Welcome, hospitality, and compassion were present in this community before Muoi Lu arrived and are still present in every expression of our parish life. Thanks be to God for the life of this good woman and for all that she meant and continues to mean to the people of St. John’s, Kitchener.

Probably even before I retired in 2015, the Rev. Paul Kett (may he rest in peace) urged me to make St. John’s, Kitchener the new church home for Paula and me. It took us a few years, but he never stopped nudging, especially me. He said to me, “When we first came to town, Kathleen and I found welcome and hospitality at St. John’s. On our first visit, one of the parishioners welcomed us, spent time visiting with us after worship, and invited us to the coffee hour. And when we came back the next Sunday, she was there again making us feel at home. That’s all it took. We knew we had found our new church home.”

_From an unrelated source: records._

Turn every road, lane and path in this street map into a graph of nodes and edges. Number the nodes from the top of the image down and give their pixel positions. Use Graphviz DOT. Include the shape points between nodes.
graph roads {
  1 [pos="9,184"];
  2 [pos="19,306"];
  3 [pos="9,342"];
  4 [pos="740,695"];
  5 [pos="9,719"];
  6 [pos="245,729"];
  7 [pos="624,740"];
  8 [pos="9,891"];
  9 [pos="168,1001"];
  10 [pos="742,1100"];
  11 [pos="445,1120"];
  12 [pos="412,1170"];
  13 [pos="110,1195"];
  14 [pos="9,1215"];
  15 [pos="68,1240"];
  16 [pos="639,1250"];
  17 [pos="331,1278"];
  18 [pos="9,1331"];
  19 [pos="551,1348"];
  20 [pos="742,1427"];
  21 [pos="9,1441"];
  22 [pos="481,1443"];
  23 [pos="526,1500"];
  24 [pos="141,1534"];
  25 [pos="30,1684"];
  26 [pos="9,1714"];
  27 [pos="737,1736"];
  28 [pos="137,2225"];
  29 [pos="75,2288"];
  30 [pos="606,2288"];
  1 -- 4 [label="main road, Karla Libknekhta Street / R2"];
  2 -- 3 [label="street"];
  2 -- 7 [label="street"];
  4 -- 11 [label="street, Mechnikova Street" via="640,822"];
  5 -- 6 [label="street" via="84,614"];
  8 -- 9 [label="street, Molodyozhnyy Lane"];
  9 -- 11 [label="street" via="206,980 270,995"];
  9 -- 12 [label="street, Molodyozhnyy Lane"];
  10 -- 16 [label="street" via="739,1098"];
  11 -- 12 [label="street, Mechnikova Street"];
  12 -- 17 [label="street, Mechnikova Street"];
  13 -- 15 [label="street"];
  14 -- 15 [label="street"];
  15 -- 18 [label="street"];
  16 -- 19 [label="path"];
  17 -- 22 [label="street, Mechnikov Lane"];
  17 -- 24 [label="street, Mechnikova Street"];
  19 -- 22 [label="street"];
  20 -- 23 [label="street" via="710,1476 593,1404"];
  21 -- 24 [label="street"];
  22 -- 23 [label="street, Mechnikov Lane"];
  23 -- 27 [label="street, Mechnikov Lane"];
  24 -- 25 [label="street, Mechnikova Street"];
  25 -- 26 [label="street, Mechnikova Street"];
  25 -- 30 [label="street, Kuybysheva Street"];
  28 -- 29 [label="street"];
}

And, of course, to know Paul and Kathleen is to know welcome, hospitality, and compassion. Many here have been guests in their home, and about a year-and-a-half ago, they welcomed and entertained the St. John’s clergy to their home on Princess Street every month. They both baked, prepared coffee, tea, and a cold drink. At Christmas, they welcomed us with a sit-down lunch.

What is wonderful is that these values, these – here’s the correct word – these “graces” form us, simply by our being present at the wedding banquet, simply by our paying attention to how God is present among us and in whom God is present. There is this wonderful thing called reverse mission in which the one who is welcomed in turn becomes a welcomer to the welcomer, as well as a welcomer to others. The kingdom of heaven looks something like this.

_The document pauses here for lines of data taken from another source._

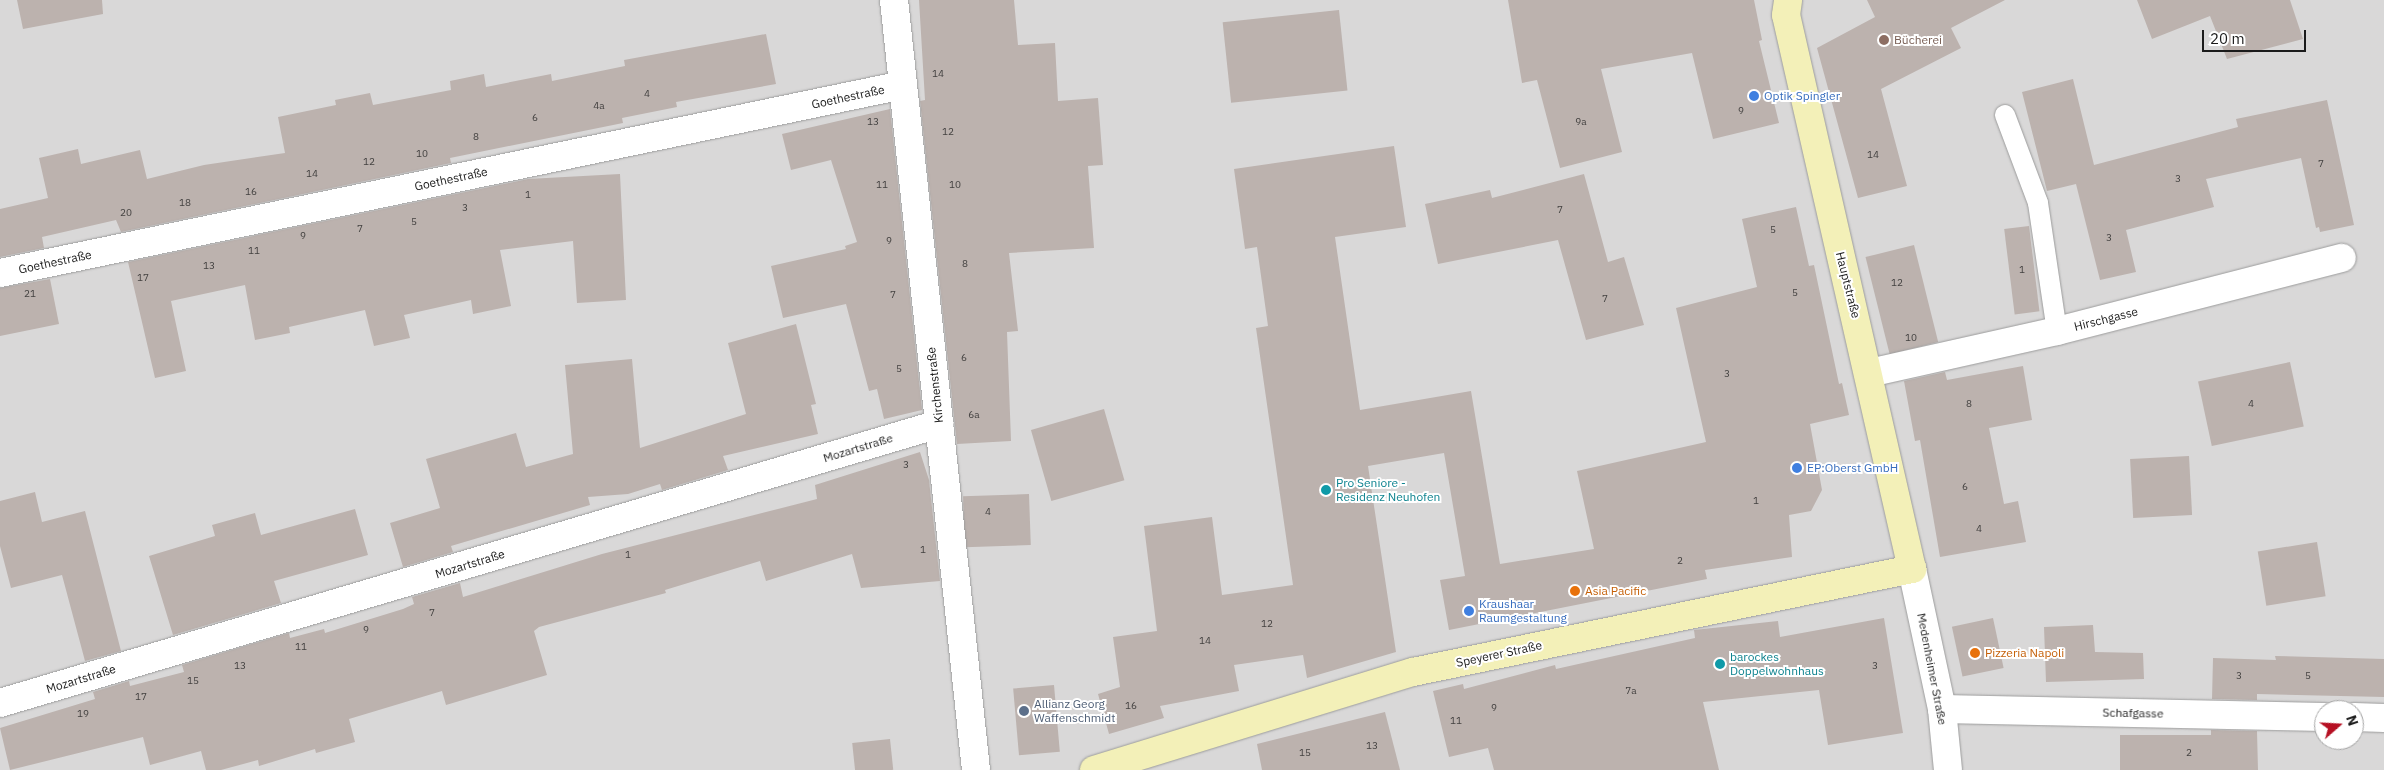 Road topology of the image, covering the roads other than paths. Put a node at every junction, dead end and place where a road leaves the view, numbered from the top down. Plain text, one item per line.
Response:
1 (894, 0) edge
2 (1788, 0) edge
3 (902, 85) junction
4 (2005, 115) dead end
5 (2342, 258) dead end
6 (0, 273) edge
7 (2057, 331) junction
8 (1870, 373) junction
9 (939, 424) junction
10 (1912, 569) junction
11 (0, 704) edge
12 (1942, 709) junction
13 (2314, 717) edge
14 (2364, 717) edge
15 (2384, 718) edge
16 (976, 770) edge
17 (1094, 770) edge
18 (1948, 770) edge

1 - 3 street, Kirchenstraße
2 - 8 main road, Hauptstraße
3 - 6 street, Goethestraße
3 - 9 street, Kirchenstraße
4 - 7 lane
5 - 7 street, Hirschgasse
7 - 8 street, Hirschgasse
8 - 10 main road, Hauptstraße
9 - 11 street, Mozartstraße
9 - 16 street, Kirchenstraße
10 - 12 street, Medenheimer Straße
10 - 17 main road, Speyerer Straße
12 - 13 street, Schafgasse
12 - 18 street, Medenheimer Straße
14 - 15 street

This morning, our stewardship working group (of which I am a member) invites you to go deeper – deeper into our parish life here at St. John’s by learning about the many ways we seek to translate gospel love into gospel action. We have identified 22 ministries for you to consider through printed ministry descriptions you can pick up at the Coffee Hour and read over and even take home if you wish. If there’s a ministry that captures your interest and imagination, you can leave your contact information with either Marianne or Karen, and they’ll help put you in touch with whoever convenes that ministry. Or, if you prefer to spend some time determining if a ministry is a good fit for your energy and gifts, take home a copy of one or more of the ministry descriptions: they all have contact information to help you get in touch with our group and committee leaders. And my prayer is, especially after this sermon, that you will experience welcome and hospitality as you ask your questions and discuss your possible involvement.

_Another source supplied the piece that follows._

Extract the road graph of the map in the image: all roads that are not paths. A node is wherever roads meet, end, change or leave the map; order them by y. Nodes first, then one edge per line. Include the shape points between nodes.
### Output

Drilling down, burrowing in, getting your hands dirty (a metaphor that works particularly well for our property and grounds ministries), becoming more involved with the saving work of this parish, builds, celebrates, and strengthens this community of faith we love so much, and extends this blessing well beyond these four walls. And it’s fun. Working with others on a common purpose adds a new dimension to our life in community. At the end of choir practice a few weeks ago, I asked Bill Hutton, somewhat rhetorically, “Where would we be without choir practice on Thursday nights?” Without missing a beat (something all our choir members are good at not doing), he answered, “I’d be lost. I love it so much!”

There is joy in serving. There is grace in Christian community, as Muoi Lu discovered. When we pay attention, we ensure that there is welcome, hospitality, and compassion woven into the fabric of congregational life – as Paul and Kathleen discovered when they were searching for a new church home and one of our parishioners took them under her wing. The kingdom of heaven looks something like this.